AKP’nin 15 yıldır milletvekili çıkaramadığı tek il Tunceli. 80 bin küsur nüfuslu ilimizde 2 milletvekilinin biri CHP diğeri ise HDP’den. Elazığ Tunceli’nin 5 katı büyüklüğünde 500 bine yaklaşan nüfusu var. 4 milletvekilinin hepsi AKP’den . Tabi bizim özel girişimlerimizden kaynaklı da değerlendiriyorum. Bizim Tunceli’ye 2017’de getirdiğimiz ve 2018 yıllarında getirmiş olacağımız kamu yatırımı neredeyse Elazığ’ın iki katı. Bunun tabi yıllardır o bölgenin hizmet alamamasına da sayabiliriz.  Elazığ siyasal anlamda AKP’ye verdiği karşılığı görmedi. Bunu görmüş olsaydı Elazığ’dan mutlaka bir milletvekili arkadaşımızın bakan yapılması lazım. Bakan yapılmasının çok önemi var. O ili hem onure edersiniz. Hem o ilin sorunlarının çözümü kolay olur. Bir bakanın olması müthiş bir olay. Yani bir milletvekili gidip bir bürokrattan rica edeceğine çözün der. Ben bu anlamda Elazığ için de Tunceli içinde bu bakanlık ısrarını her zaman her yerde AKP ve Elazığ adına istiyorum.

 

2019’da yapılacak olan genel seçimlerde aday olacak mısınız?
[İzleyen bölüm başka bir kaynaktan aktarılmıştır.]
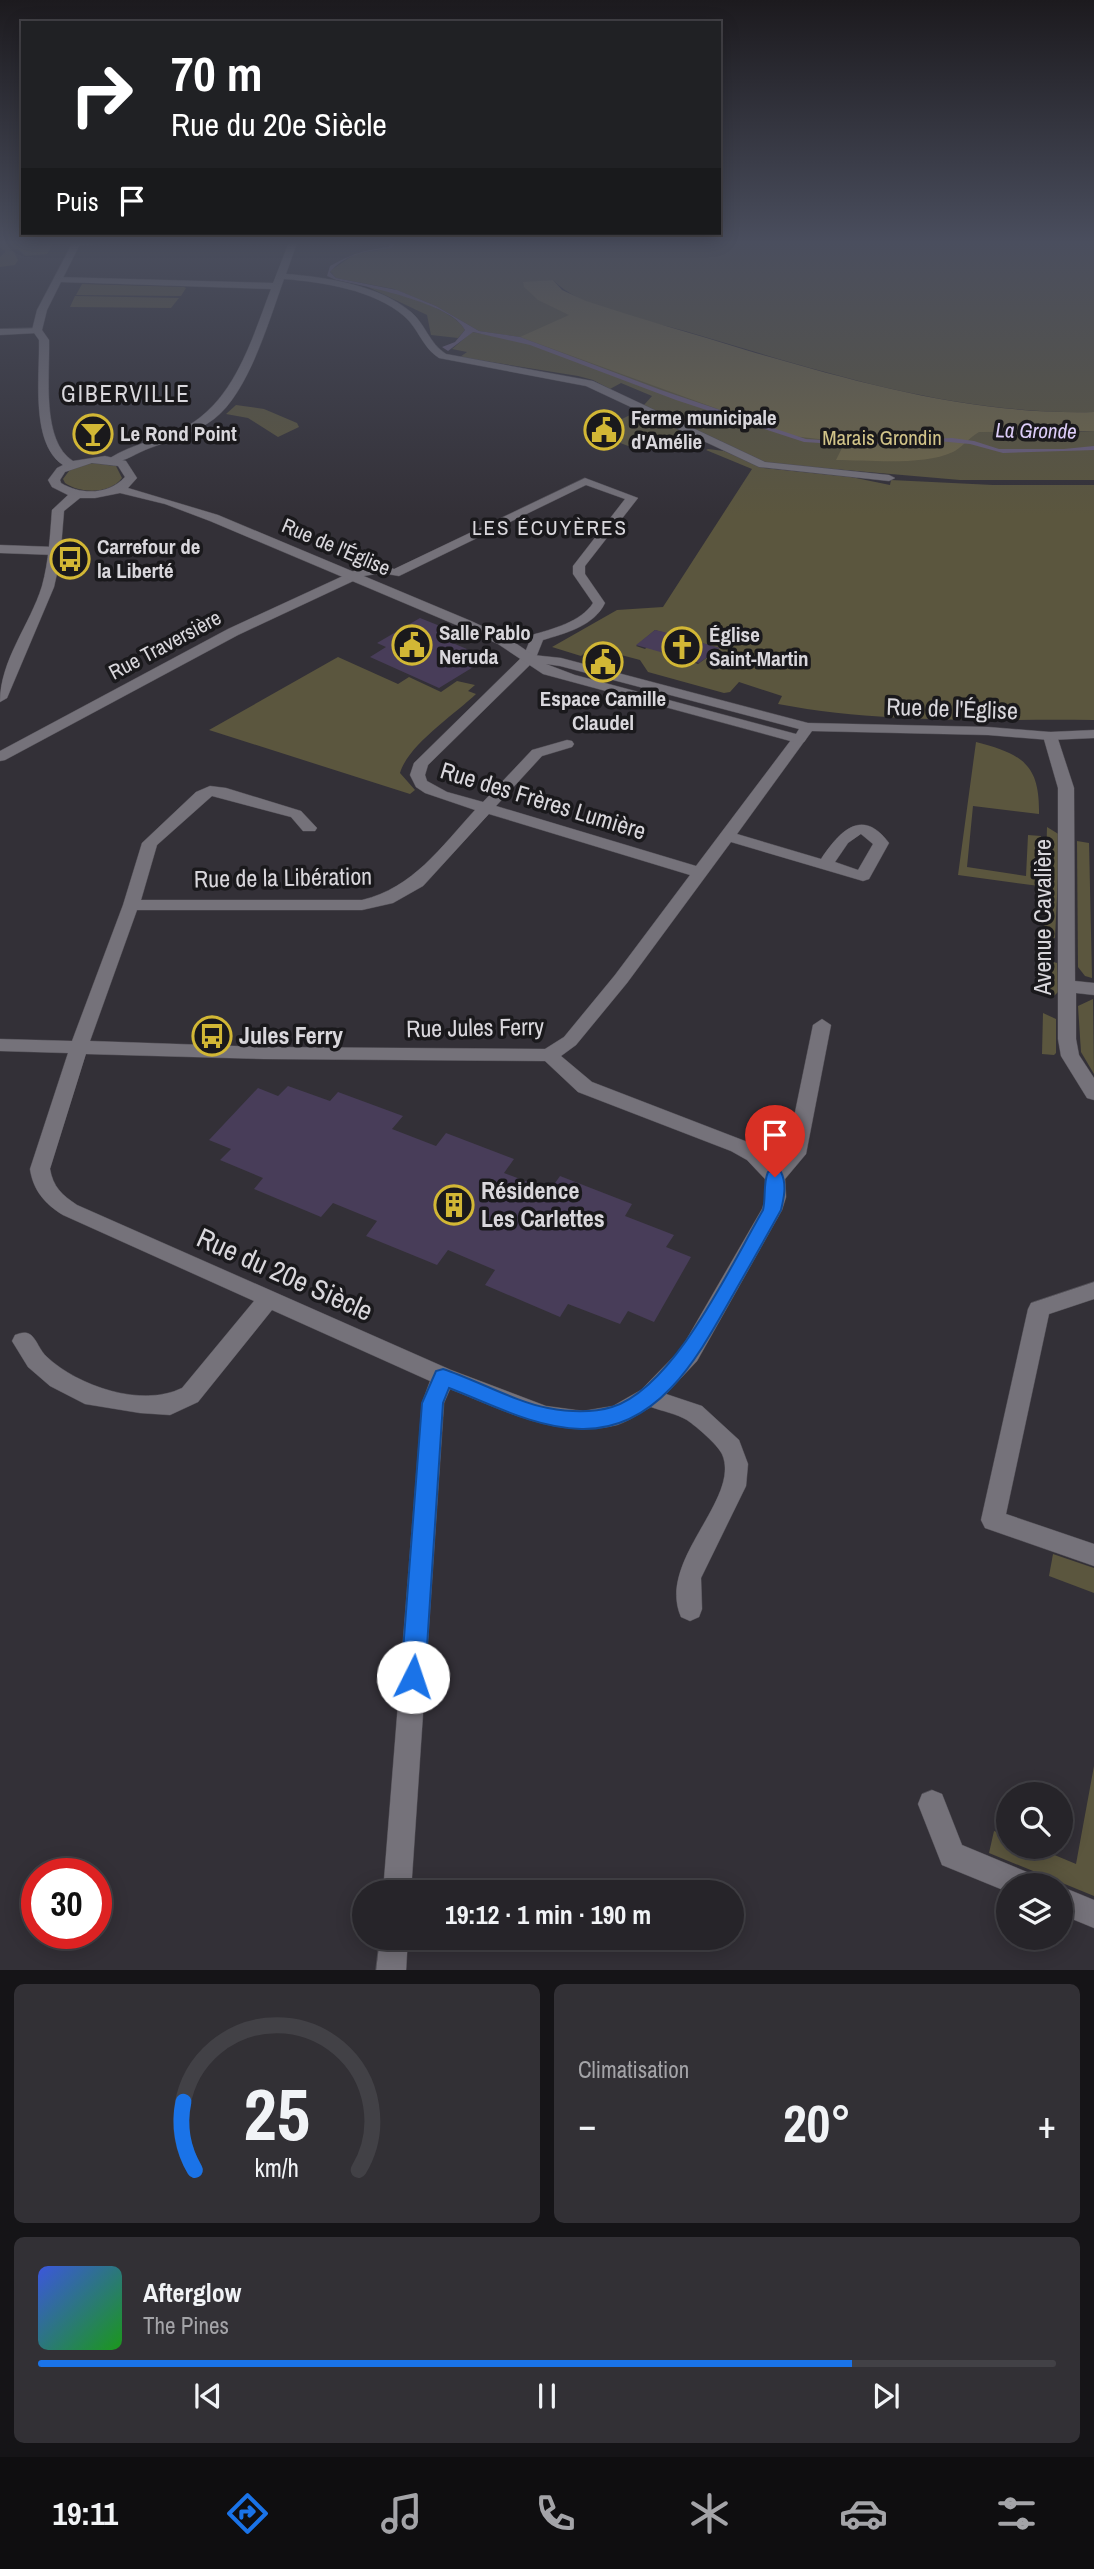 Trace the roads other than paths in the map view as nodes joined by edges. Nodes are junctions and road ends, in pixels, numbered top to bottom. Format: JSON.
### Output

 Hayır, ben bir daha milletvekili adayı olmayacağım. Parti görevime döneceğim. Partinin içerisinde bizim gibi örgütten gelen arkadaşların biraz daha aktif olması lazım. Şu olabilir seçilebilecek bir bölgeden değil de partim bana bir görev verir “bir yerden seni aday gösterelim git partinin oyunu yükselt” derlerse ona giderim. Yoksa beni İzmir liste 1’e de, İstanbul liste 1’e de koysalar reddederim. 

 

Terör olayları Tunceli’deki özellikle yaz turizmini büyük sekteye uğrattı. Festivallerin iptali, yazın gelen kişi sayısının azalması vb. Terör olayları biterse ki sonuna geldi inşallah da bitecek. Tunceli, yaz turizmde eski günlerine kavuşur mu?

 

Bizim Tunceli’deki en büyük başarı hikayemiz ulaşım sorununu çözüyor olmamız. Tunceli – Erzincan yolunun ihalesi de yapıldı. O yıl bittiğinde iki şehir arasındaki mesafe neredeyse 40 dakikaya düşecek. Bana göre devlet bu bölgede bir turizm güzergahı oluşturmalı. Adıyaman’dan başlayıp Malatya, Elazığ, Tunceli, Erzincan oradan da Karadeniz yayla turizmine açılan bir güzergah oluşturmalı. Sadece Tunceli’nin bir festival potansiyeli değil de bölgeye yönelik bir düzenleyemeye gidilmeli. Terör olaylarından dolayı Tunceli’de bir etkilenme var. Önümüzdeki yıllarda bu etkilenmenin olmayacağını düşünüyorum. 2018 yılı Tunceli için çok rahat bir yıl olacak.

 

Arap işadamlarının Elazığ’a yatırım için gelmelerini nasıl değerlendiriyorsunuz?

 

Arap işadamlarının yatırım için Elazığ’ı tercih etmeleri son derece ilginç bir o kadar da başarı hikayesidir. Sayın Elazığ valimizin bu konuda kişisel gayretleri olduğunu biliyoruz. Ortadoğu’daki sermayeyi Elazığ’a çekmelerinden dolayı kendilerini kutluyorum. Hem bir sağlık üniversitesinin kurulması, hem hayvancık alanında yapılan yatırım yine Elazığ Organize Sanayi bölgesinde elektrik motoru üretimi yapan bir şirkete Katar firmasının ortak olması bunlar Elazığ’ın bölgede marka değeri oluşması için ciddi projeler. Yalnızca devlet kanalıyla kamu yatırımı yaparak istihdam alanı yaratmak yerine Ortadoğu sermayesinin Elazığ’a çekilmesi yalnızca Elazığ için değil bölgede Tunceli, Bingöl, Diyarbakır ve Malatya içinde çok anlamlı. Örnek proje kapsamında değerlendirilebilecek projeler. Bu anlamda Elazığ valisini bu çalışmasından ve başarısından dolayı kutluyorum. Elazığ halkına da bu çalışmalardan dolayı başarılar diliyorum. İnşallah yeni istihdam alanı yaratılarak Elazığ’daki işsizlik bir nebze olsa çözülmüş olacak.